Maria Leuschner / 23.11.2013

@ Wahlder, haben Sie noch nichts von Selbstzensur gehört? Dies ist die schlimmste Form von Zensur, siehe DDR, UdSSR, da Verinnerlichung von Normen und Angst! @ Medved, “feiges Pack”, auch Sie haben nicht begriffen, wohin undemokratisches Denken und Handeln gerade in der freien Wirtschaft führen kann. Warten Sie nur ab, wenn die Chinesen Ihnen dies vor Augen führen.

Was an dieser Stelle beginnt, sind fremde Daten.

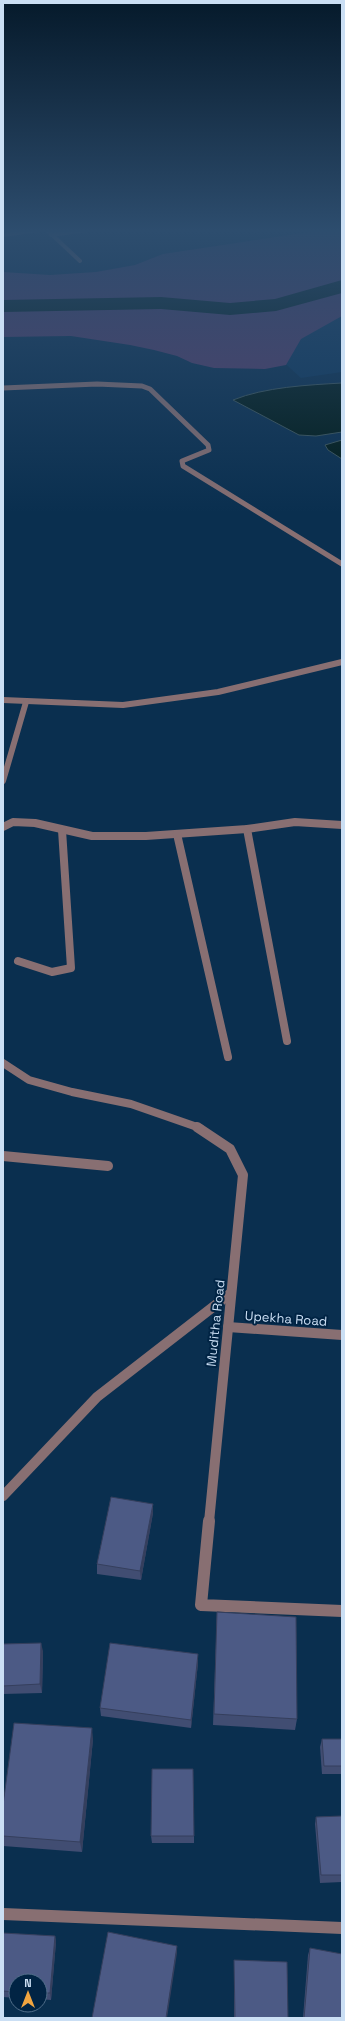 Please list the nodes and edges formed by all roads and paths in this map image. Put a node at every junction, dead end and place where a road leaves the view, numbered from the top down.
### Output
1 (3, 388) edge
2 (342, 564) edge
3 (342, 662) edge
4 (3, 700) edge
5 (26, 702) junction
6 (3, 781) edge
7 (342, 825) edge
8 (3, 827) edge
9 (247, 829) junction
10 (62, 830) junction
11 (177, 834) junction
12 (18, 961) dead end
13 (286, 1041) dead end
14 (228, 1057) dead end
15 (3, 1063) edge
16 (3, 1156) edge
17 (108, 1166) dead end
18 (231, 1293) junction
19 (228, 1327) junction
20 (342, 1334) edge
21 (3, 1496) edge
22 (342, 1611) edge
23 (3, 1914) edge
24 (342, 1928) edge

1 - 2 street
3 - 5 street
4 - 5 street
5 - 6 street
7 - 9 street
8 - 10 street
9 - 11 street
9 - 13 street
10 - 11 street
10 - 12 street
11 - 14 street
15 - 18 street, Muditha Road
16 - 17 street
18 - 19 street, Muditha Road
18 - 21 street
19 - 20 street, Upekha Road
19 - 22 street, Muditha Road
23 - 24 street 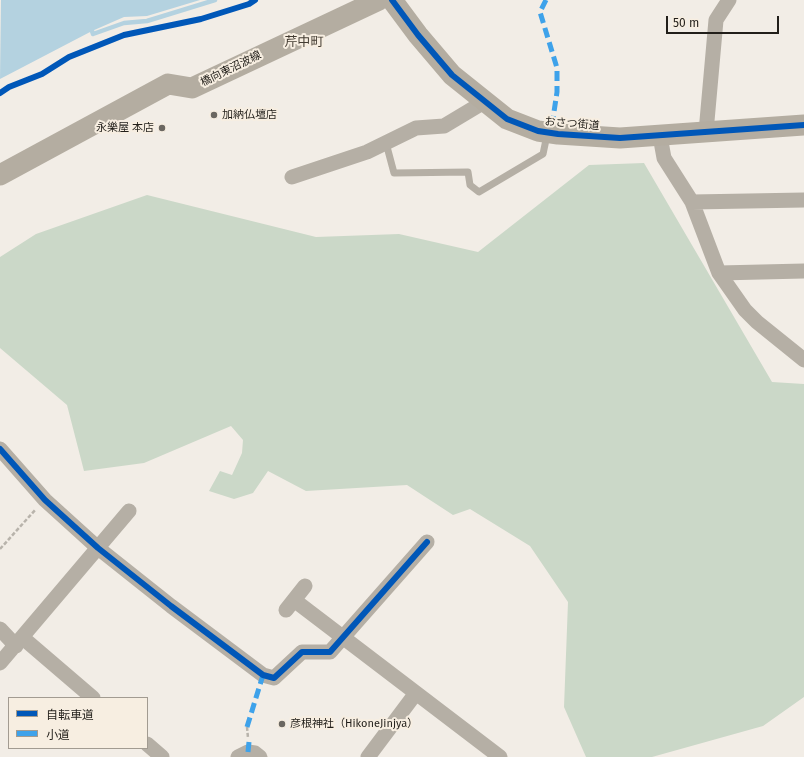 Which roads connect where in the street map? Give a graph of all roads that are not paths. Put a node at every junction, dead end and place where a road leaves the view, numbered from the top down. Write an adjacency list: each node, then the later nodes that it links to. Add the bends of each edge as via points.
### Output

Christian Fragstein / 22.11.2013

Schon weiland Harald Schmidt sagte: “Juristisch gesehen: Wenn Sie bei IKEA auf Möbel einschlagen, gilt das als Notwehr. “

Axel Wahlder / 21.11.2013

Nun, nicht zensiert, sondern redaktiert. Zensieren kann nur die Behörde. Man erzählt uns im Fernsehen nichts über Marko Gutschner, aus Rosenheim, aber das ist keine Zensur, sprich Verbot, sondern die Entscheidung des Berichtverfassers.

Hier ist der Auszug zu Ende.